Frage an Annalena Baerbock von Andreas R. bezüglich Umwelt
Sehr geehrte Frau Baerbock,
Für einen wirksamen Klimaschutz spielen sowohl Neuemissionen als auch die seit Beginn der Industrialisierung bereits angesammelten Altemissionen eine Rolle. Eine CO2-Bepreisung verringert zukünftige Neuemissionen. Sie ist daher sinnvoll.
Auf die seit Beginn der Industrialisierung entstandenen Altemissionen hat eine CO2-Bepreisung jedoch keine Auswirkungen.
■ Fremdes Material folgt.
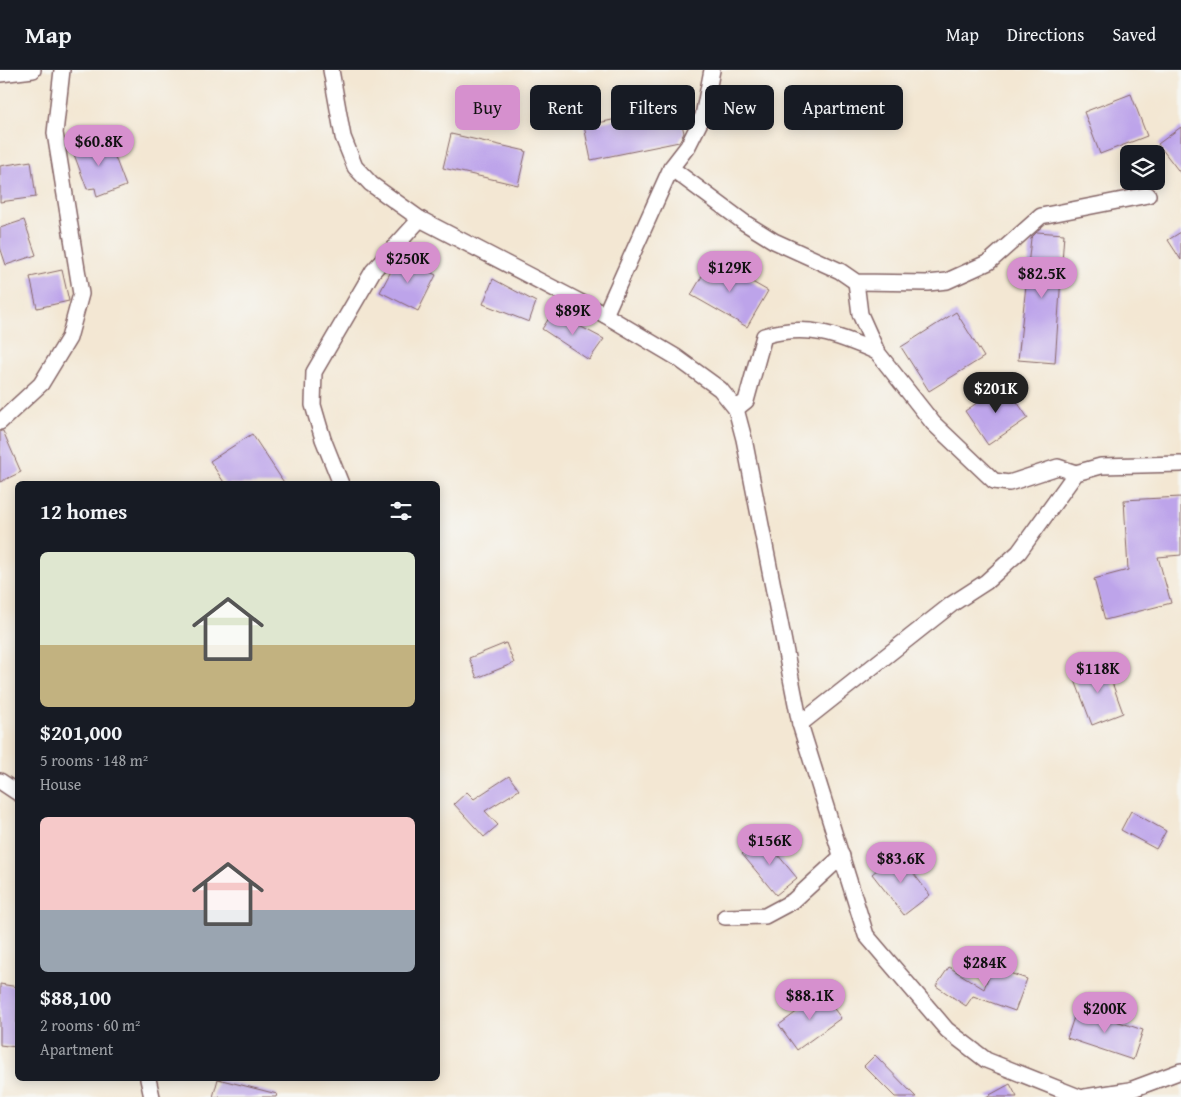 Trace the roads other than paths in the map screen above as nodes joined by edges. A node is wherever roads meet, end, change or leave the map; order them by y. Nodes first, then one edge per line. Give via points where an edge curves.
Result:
1 (33, 70) edge
2 (62, 70) edge
3 (331, 70) edge
4 (712, 70) edge
5 (0, 74) edge
6 (672, 168) junction
7 (1148, 195) dead end
8 (420, 219) junction
9 (856, 282) junction
10 (605, 315) junction
11 (877, 352) junction
12 (736, 409) junction
13 (0, 422) edge
14 (1181, 464) edge
15 (1076, 474) junction
16 (340, 481) edge
17 (800, 724) junction
18 (0, 781) edge
19 (15, 791) edge
20 (842, 856) junction
21 (725, 917) dead end
22 (1181, 1071) edge
23 (148, 1081) edge
24 (152, 1097) edge
25 (1079, 1097) edge
26 (1085, 1097) edge

1 - 5 street
2 - 13 street via 55,133 81,294 69,338 41,384
3 - 8 street via 343,137 356,167 371,184
4 - 6 street via 703,116
6 - 9 street via 752,228
6 - 10 street
7 - 9 street via 1041,216 989,262 947,281
8 - 10 street
8 - 16 street via 373,271 314,372 313,405
9 - 11 street via 860,314
10 - 12 street via 676,356 720,389
11 - 12 street via 840,336 816,331 779,332 764,336 746,401
11 - 15 street via 933,423 994,482 1009,482 1058,467
12 - 17 street
14 - 15 street via 1101,466
15 - 17 street via 1019,552 986,582 952,604
17 - 20 street
18 - 19 street
20 - 21 street via 793,902 765,916
20 - 25 street via 866,935 947,1030 986,1060
22 - 26 street via 1130,1090
23 - 24 street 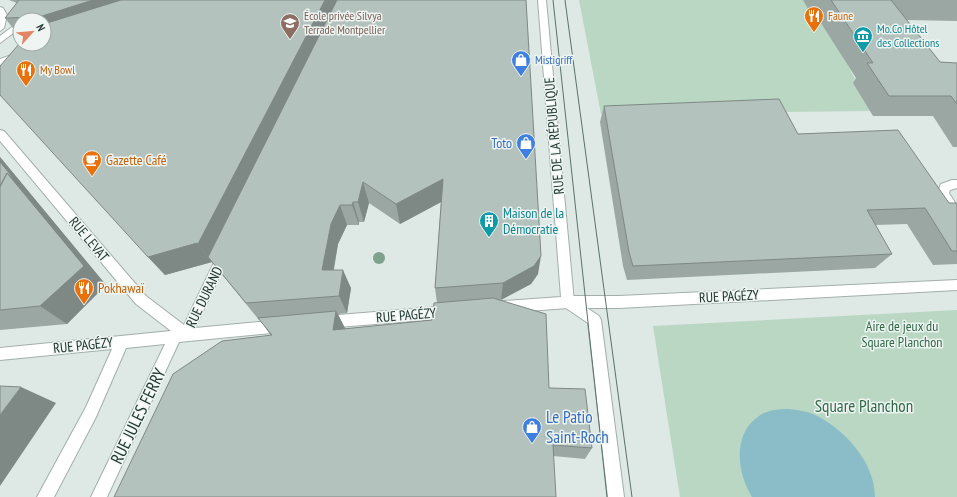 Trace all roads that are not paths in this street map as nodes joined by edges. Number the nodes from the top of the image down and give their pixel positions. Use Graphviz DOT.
graph roads {
  1 [pos="542,0"];
  2 [pos="0,10"];
  3 [pos="0,28"];
  4 [pos="12,30"];
  5 [pos="0,40"];
  6 [pos="29,52"];
  7 [pos="0,62"];
  8 [pos="0,134"];
  9 [pos="957,184"];
  10 [pos="957,215"];
  11 [pos="230,242"];
  12 [pos="957,285"];
  13 [pos="568,302"];
  14 [pos="487,309"];
  15 [pos="464,311"];
  16 [pos="316,323"];
  17 [pos="292,325"];
  18 [pos="181,335"];
  19 [pos="122,341"];
  20 [pos="0,354"];
  21 [pos="45,497"];
  22 [pos="99,497"];
  23 [pos="616,497"];
  1 -- 13 [label="street, RUE DE LA RÉPUBLIQUE"];
  2 -- 3 [label="street"];
  4 -- 5 [label="street"];
  6 -- 7 [label="street"];
  8 -- 18 [label="street, RUE LEVAT"];
  9 -- 10 [label="street"];
  11 -- 18 [label="street, RUE DURAND"];
  12 -- 13 [label="street, RUE PAGÉZY"];
  13 -- 14 [label="street, RUE PAGÉZY"];
  13 -- 23 [label="street"];
  15 -- 16 [label="street, RUE PAGÉZY"];
  17 -- 18 [label="street, RUE PAGÉZY"];
  18 -- 19 [label="street, RUE PAGÉZY"];
  18 -- 22 [label="street, RUE JULES FERRY"];
  19 -- 20 [label="street, RUE PAGÉZY"];
  19 -- 21 [label="street"];
} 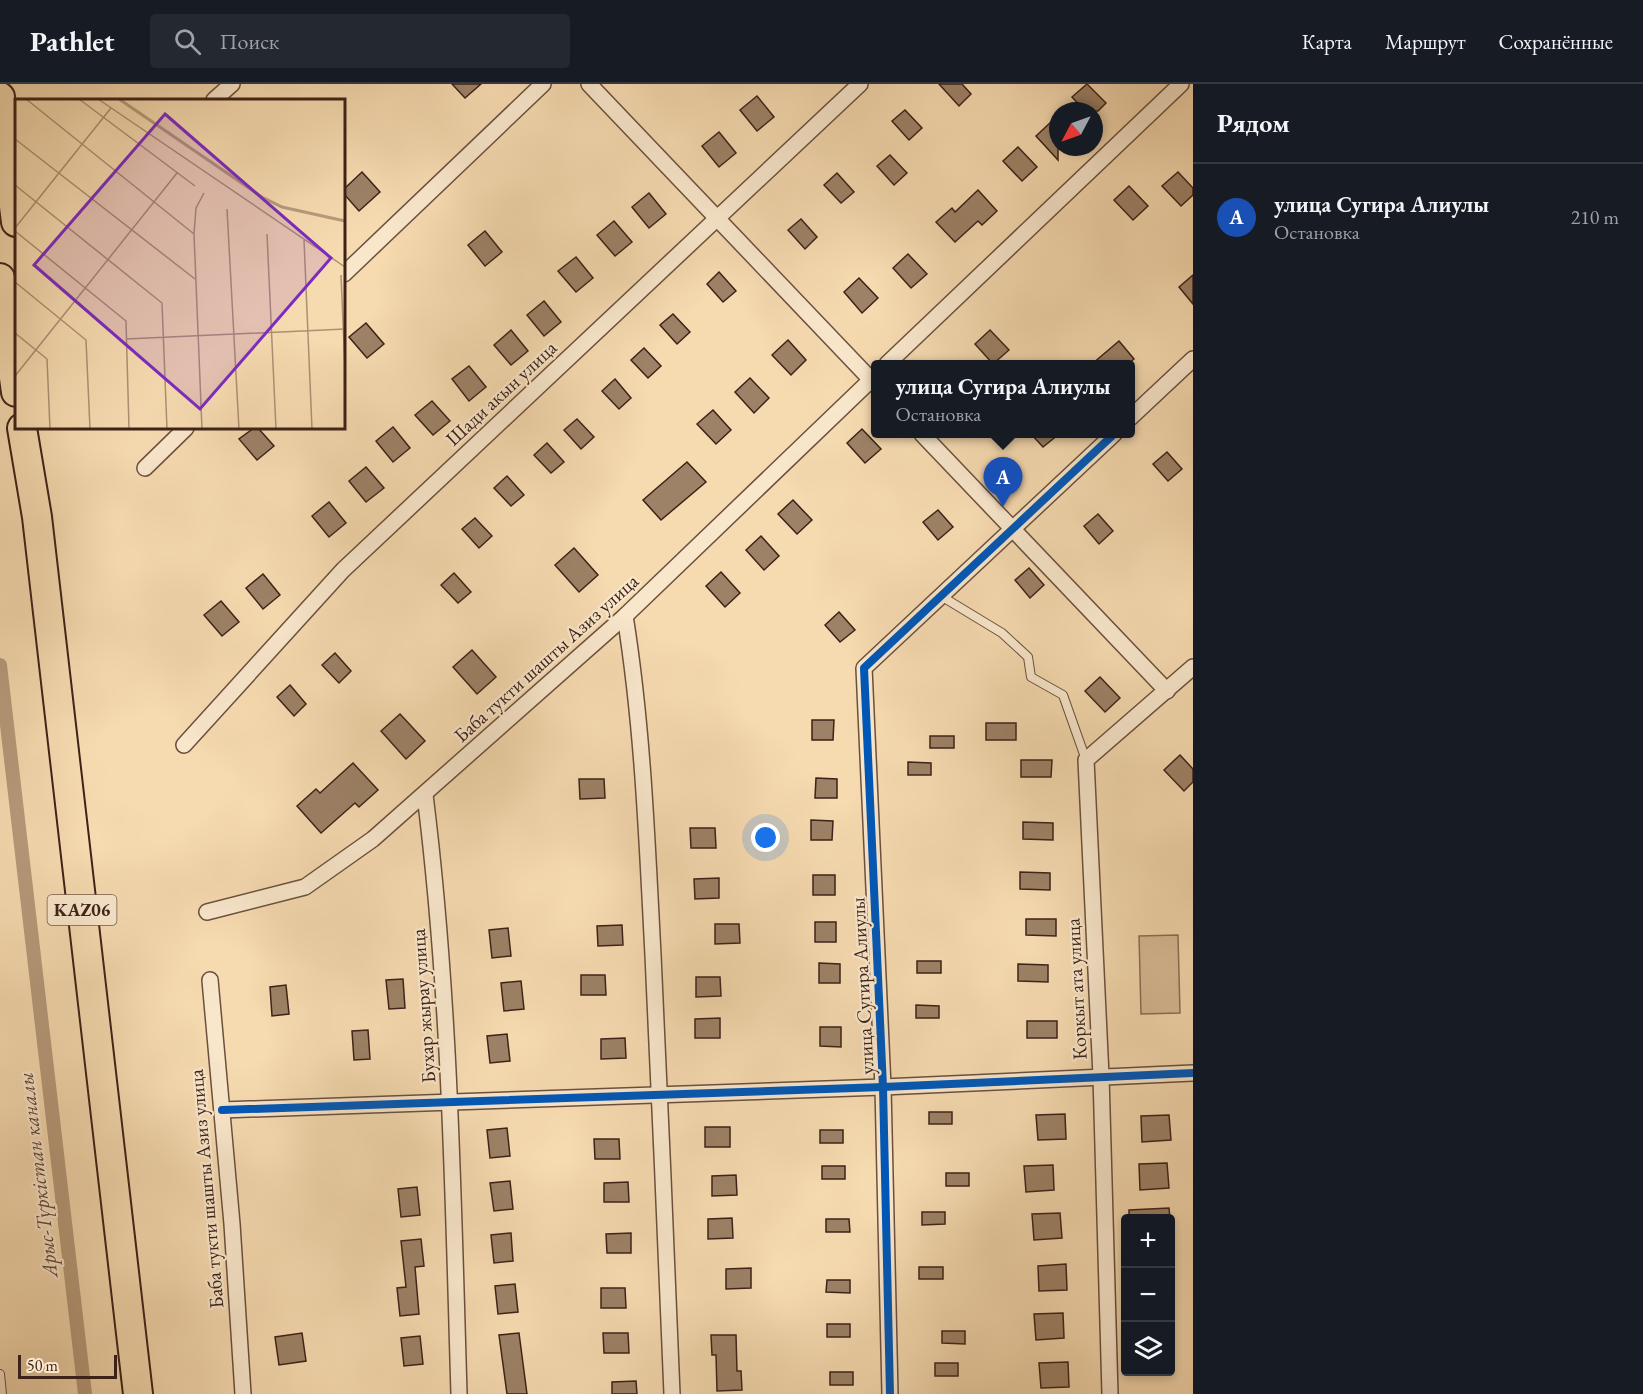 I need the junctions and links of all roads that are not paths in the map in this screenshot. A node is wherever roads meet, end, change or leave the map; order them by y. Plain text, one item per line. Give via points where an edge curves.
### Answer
1 (232, 84) edge
2 (543, 84) edge
3 (590, 84) edge
4 (860, 84) edge
5 (1181, 84) edge
6 (0, 97) edge
7 (215, 99) edge
8 (15, 214) edge
9 (718, 219) junction
10 (345, 273) edge
11 (6, 282) edge
12 (1193, 359) edge
13 (891, 360) edge
14 (15, 370) edge
15 (871, 377) edge
16 (871, 383) edge
17 (1135, 414) edge
18 (22, 429) edge
19 (42, 429) edge
20 (185, 429) edge
21 (926, 438) edge
22 (1110, 438) edge
23 (145, 468) dead end
24 (1013, 529) junction
25 (941, 596) junction
26 (625, 616) junction
27 (1193, 667) edge
28 (1167, 691) junction
29 (184, 745) dead end
30 (1086, 760) junction
31 (425, 795) junction
32 (207, 912) dead end
33 (210, 980) dead end
34 (1193, 1073) edge
35 (1101, 1076) junction
36 (883, 1087) junction
37 (660, 1095) junction
38 (450, 1102) junction
39 (222, 1110) junction
40 (0, 1374) edge
41 (2, 1394) edge
42 (138, 1394) edge
43 (155, 1394) edge
44 (243, 1394) edge
45 (459, 1394) edge
46 (672, 1394) edge
47 (890, 1394) edge
48 (1110, 1394) edge

1 - 7 street
2 - 10 street
3 - 9 street
4 - 9 street, Шади акын улица
5 - 13 street
6 - 8 highway
9 - 15 street
9 - 29 street, Шади акын улица via 343,570
11 - 14 highway
12 - 17 street
16 - 26 street, Баба тукти шашты Азиз улица
18 - 42 highway, KАZ06 via 39,541
19 - 43 highway, KАZ06
20 - 23 street
21 - 24 street
22 - 24 street, улица Сугира Алиулы
24 - 25 street, улица Сугира Алиулы
24 - 28 street
25 - 30 lane via 1002,633 1028,657 1031,677 1063,695
25 - 36 street, улица Сугира Алиулы via 864,668
26 - 31 street, Баба тукти шашты Азиз улица
26 - 37 street via 645,794
27 - 28 street
28 - 30 street
30 - 35 street, Коркыт ата улица
31 - 32 street, Баба тукти шашты Азиз улица via 373,839 304,887
31 - 38 street, Бухар жырау улица via 436,883
33 - 39 street, Баба тукти шашты Азиз улица
34 - 35 street
35 - 36 street
35 - 48 street, Коркыт ата улица
36 - 37 street
36 - 47 street, улица Сугира Алиулы
37 - 38 street
37 - 46 street
38 - 39 street
38 - 45 street, Бухар жырау улица
39 - 44 street, Баба тукти шашты Азиз улица
40 - 41 lane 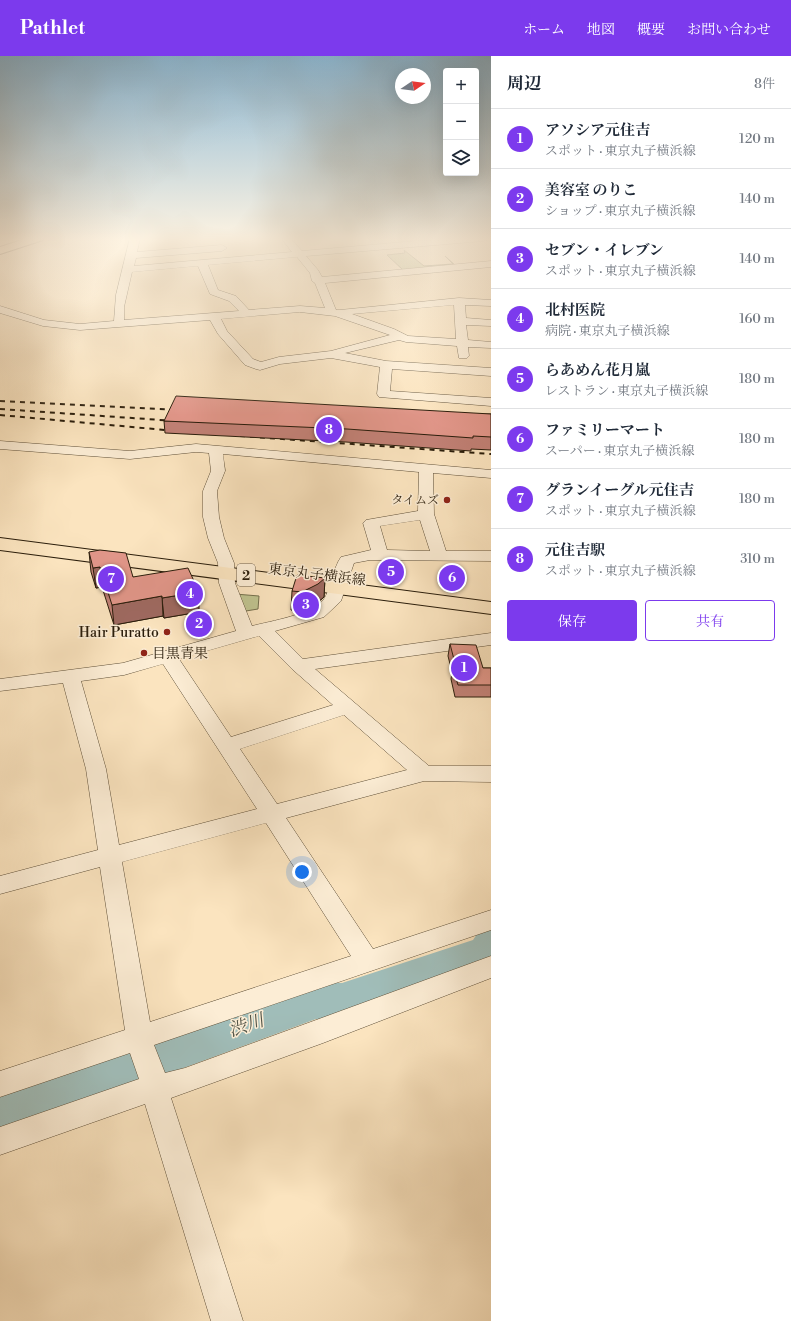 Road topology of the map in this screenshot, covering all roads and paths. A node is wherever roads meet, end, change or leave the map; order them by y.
1 (120, 297) edge
2 (232, 297) edge
3 (326, 297) edge
4 (459, 301) junction
5 (491, 303) edge
6 (0, 309) edge
7 (334, 312) junction
8 (246, 314) junction
9 (214, 316) junction
10 (460, 321) junction
11 (491, 323) edge
12 (120, 325) junction
13 (400, 336) junction
14 (462, 344) junction
15 (491, 345) edge
16 (331, 354) junction
17 (386, 365) junction
18 (464, 370) junction
19 (491, 372) edge
20 (491, 402) edge
21 (0, 445) edge
22 (38, 448) junction
23 (215, 450) junction
24 (0, 451) edge
25 (426, 469) junction
26 (491, 474) edge
27 (426, 514) junction
28 (0, 535) edge
29 (0, 544) edge
30 (380, 555) junction
31 (439, 555) junction
32 (491, 556) edge
33 (226, 568) junction
34 (338, 583) junction
35 (491, 596) edge
36 (491, 608) edge
37 (255, 632) junction
38 (491, 639) edge
39 (168, 657) junction
40 (299, 666) junction
41 (71, 677) junction
42 (0, 685) edge
43 (347, 707) junction
44 (226, 746) junction
45 (424, 773) junction
46 (491, 774) edge
47 (272, 814) junction
48 (110, 855) junction
49 (0, 885) edge
50 (491, 920) edge
51 (367, 960) junction
52 (491, 967) edge
53 (140, 1042) junction
54 (153, 1083) junction
55 (0, 1084) edge
56 (0, 1141) edge
57 (227, 1321) edge

1 - 12 street
2 - 8 street
3 - 7 street
4 - 5 street
4 - 7 street
4 - 10 street
6 - 12 street
7 - 8 street
7 - 13 street
8 - 9 street
9 - 12 street
9 - 16 street
10 - 11 street
10 - 14 street
13 - 14 street
13 - 16 street
14 - 15 street
14 - 18 street
16 - 17 street
17 - 18 street
17 - 20 street
18 - 19 street
21 - 22 street
22 - 23 street
22 - 24 street
23 - 25 street
23 - 33 street
25 - 26 street
25 - 27 street
27 - 30 street
27 - 31 street
28 - 33 main road, 東京丸子横浜線 / 2
29 - 33 main road, 東京丸子横浜線 / 2
30 - 31 street
30 - 34 street
31 - 32 street
33 - 34 main road, 東京丸子横浜線 / 2
33 - 37 street
34 - 35 main road, 東京丸子横浜線 / 2
34 - 36 main road, 東京丸子横浜線 / 2
34 - 37 street
37 - 39 street
37 - 40 street
38 - 40 street
39 - 41 street
39 - 44 street
40 - 43 street
41 - 42 street
41 - 48 street
43 - 44 street
43 - 45 street
44 - 47 street
45 - 46 street
45 - 47 street
47 - 48 street
47 - 51 street
48 - 49 street
48 - 53 street
50 - 51 street
51 - 53 street
52 - 54 street
53 - 54 street
53 - 55 street
54 - 56 street
54 - 57 street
Die vorindustrielle CO2-Konzentration betrug deutlich unter 300 PPM; im Jahr 2019 wurde der Wert von 415 PPM überschritten (Quelle: https://www.sciencealert.com/it-s-official-atmospheric-co2-just-exceeded-415-ppm-for-first-time-in-human-history ). Auf natürlichem Wege dauert es Jahrtausende, bis die CO2-Konzentration abnimmt. Die CO2-Konzentration würde somit ohne negative Emissionsmassnahmen sehr lange auf mindestens dem Wert 415 PPM verbleiben, wodurch sich die Atmosphäre in den kommenden Jahrhunderten immer weiter aufheizen würde. Das CO2 bleibt ja in der Luft.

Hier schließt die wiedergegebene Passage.